The recipes are all below.
Cheddar Turkey Meatloaf (adapted from a Taste of Home recipe)
2 lb Ground Turkey
1 Onion chopped
1 cup Milk
1 1/4 cups Shredded Cheddar Cheese
2 Eggs
1 cup Raw Oats
1 teaspoons Salt
2/3 cup Ketchup
1 tablespoon Brown Sugar
2 teaspoons Dry Mustard
Mix ground turkey, onion, cheddar cheese, oats, and salt together and then add in the eggs and salt until well mixed.
raw ingredients |
Form into 8 little mounds on a large cookie sheet.
raw meat mounds - yum! |
Mix ketchup, brown sugar, and dry mustard together and put a spoonful onto each meatloaf mound. Bake at 350 for about 45 minutes.
Pole Beans with Bacon
Rinse a off large mess of pole beans (a pound or more) and clip off ends. Snap in half and put into a medium saucepan. Fill partway with water (but don't cover the beans because they will cook down). Put about 1 teaspoon of salt and a half a piece of bacon in the pot. Boil on medium for about 15 minutes or until beans are soft.

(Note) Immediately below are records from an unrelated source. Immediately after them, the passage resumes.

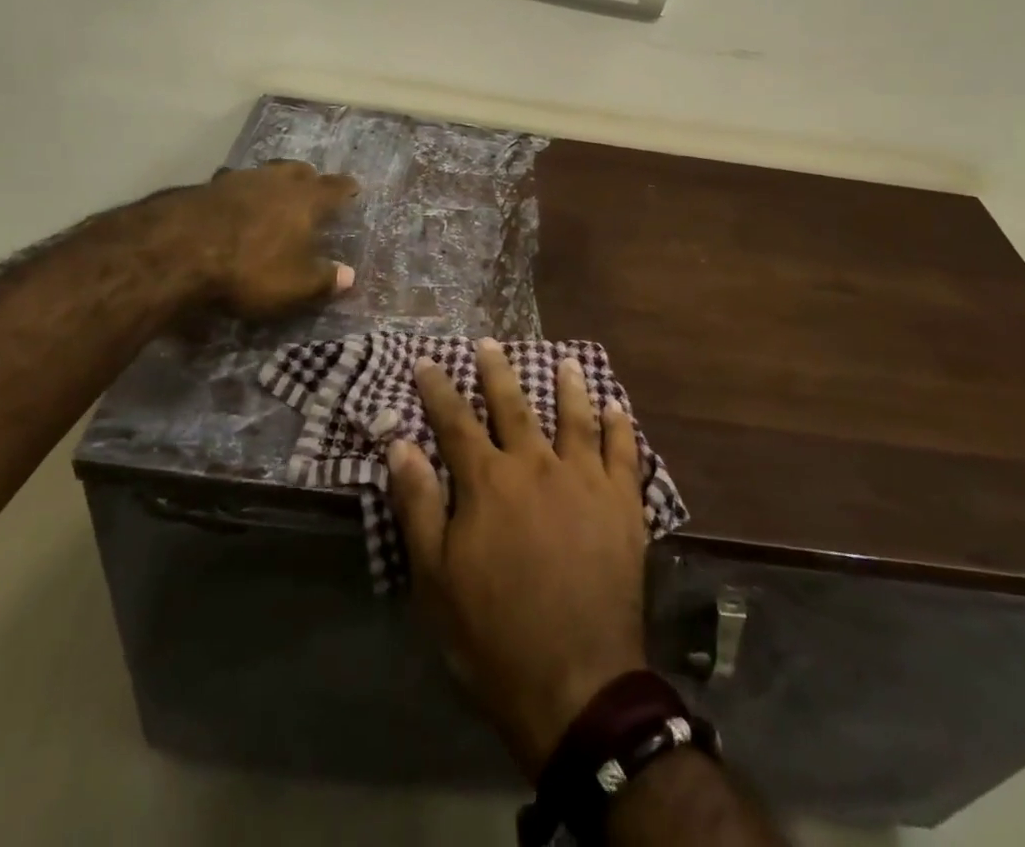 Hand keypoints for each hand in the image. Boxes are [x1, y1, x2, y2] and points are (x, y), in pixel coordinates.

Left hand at [147, 160, 358, 318]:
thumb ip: (325, 280)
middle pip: (298, 171)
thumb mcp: (295, 285)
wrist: (179, 250)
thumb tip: (350, 276)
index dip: (346, 188)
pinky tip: (231, 208)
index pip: (334, 188)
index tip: (354, 188)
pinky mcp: (204, 188)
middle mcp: (276, 181)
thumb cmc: (250, 268)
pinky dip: (237, 195)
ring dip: (270, 183)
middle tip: (311, 189)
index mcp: (306, 200)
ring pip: (263, 174)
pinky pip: (231, 186)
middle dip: (308, 179)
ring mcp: (238, 180)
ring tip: (271, 197)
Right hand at [388, 339, 648, 779]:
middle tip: (490, 343)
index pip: (456, 421)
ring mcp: (585, 481)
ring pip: (575, 417)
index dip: (439, 389)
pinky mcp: (622, 504)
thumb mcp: (435, 578)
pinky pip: (623, 451)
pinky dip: (620, 425)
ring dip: (569, 386)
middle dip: (498, 372)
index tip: (428, 362)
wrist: (575, 683)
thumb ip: (418, 505)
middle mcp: (536, 466)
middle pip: (514, 406)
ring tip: (566, 360)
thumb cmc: (493, 634)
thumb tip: (401, 443)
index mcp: (488, 482)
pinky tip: (617, 406) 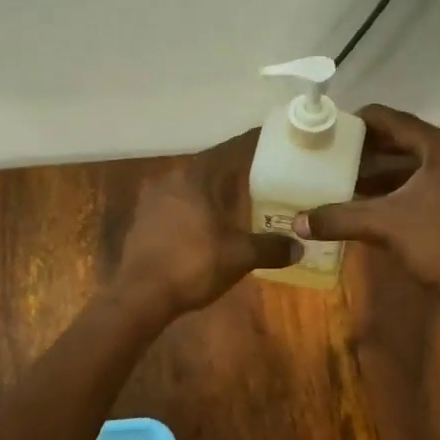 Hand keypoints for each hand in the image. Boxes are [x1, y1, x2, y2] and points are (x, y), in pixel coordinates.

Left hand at [113, 130, 298, 317]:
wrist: (141, 295)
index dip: (253, 146)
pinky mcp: (142, 221)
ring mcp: (151, 200)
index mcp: (195, 176)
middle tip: (262, 177)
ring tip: (237, 202)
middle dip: (234, 173)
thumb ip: (270, 247)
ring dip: (212, 193)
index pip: (231, 150)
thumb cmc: (193, 265)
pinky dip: (195, 210)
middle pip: (210, 168)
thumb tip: (299, 247)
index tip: (273, 144)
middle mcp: (171, 179)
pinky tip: (207, 225)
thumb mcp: (239, 256)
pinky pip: (176, 206)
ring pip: (191, 187)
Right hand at [293, 105, 439, 304]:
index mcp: (438, 149)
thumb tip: (296, 222)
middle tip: (331, 150)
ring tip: (342, 176)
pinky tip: (363, 203)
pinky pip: (414, 187)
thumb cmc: (437, 242)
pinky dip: (389, 191)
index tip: (330, 127)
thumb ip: (339, 218)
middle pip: (400, 141)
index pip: (393, 119)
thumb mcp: (383, 225)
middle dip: (366, 147)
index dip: (360, 120)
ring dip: (376, 171)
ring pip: (407, 166)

Drop Biscuits (from Cooks Illustrated)
2 cups Flour
2 teaspoons Baking Powder
1/2 teaspoon Baking Soda
1 teaspoon Sugar
3/4 teaspoon Salt
1 cup Cold Buttermilk
8 tablespoons Butter melted
In a measuring bowl combine dry ingredients and set aside. Melt butter in a pyrex measuring cup and set aside to cool briefly (about 5 minutes) then pour in the buttermilk and mix until the butter forms small clumps (the butter is hardening because it is getting cold again from the buttermilk). Pour buttermilk mixture into the dry ingredients and mix with a fork until well incorporated. Dough should be slightly sticky and pull away from the sides of the bowl. Drop batter by large spoonfuls onto a 15x10 cookie sheet and bake at 475 for about 10-12 minutes until just starting to brown on the top.
Fried Squash
4 or more Summer Squash sliced
1 cup Cornmeal
2 teaspoons Salt
Pepper to taste
Put cornmeal and salt into a quart sized ziplock bag and shake to mix then put in the sliced squash and shake again until the squash are coated in the cornmeal.
Squash in the bag with cornmeal |
Heat a large skillet (preferably cast iron) to medium-high and put in a little oil. Put in slices of squash (only one layer thick) and fry the squash on both sides until browned (should take a couple of minutes on each side). Repeat with the rest of the squash. Serve.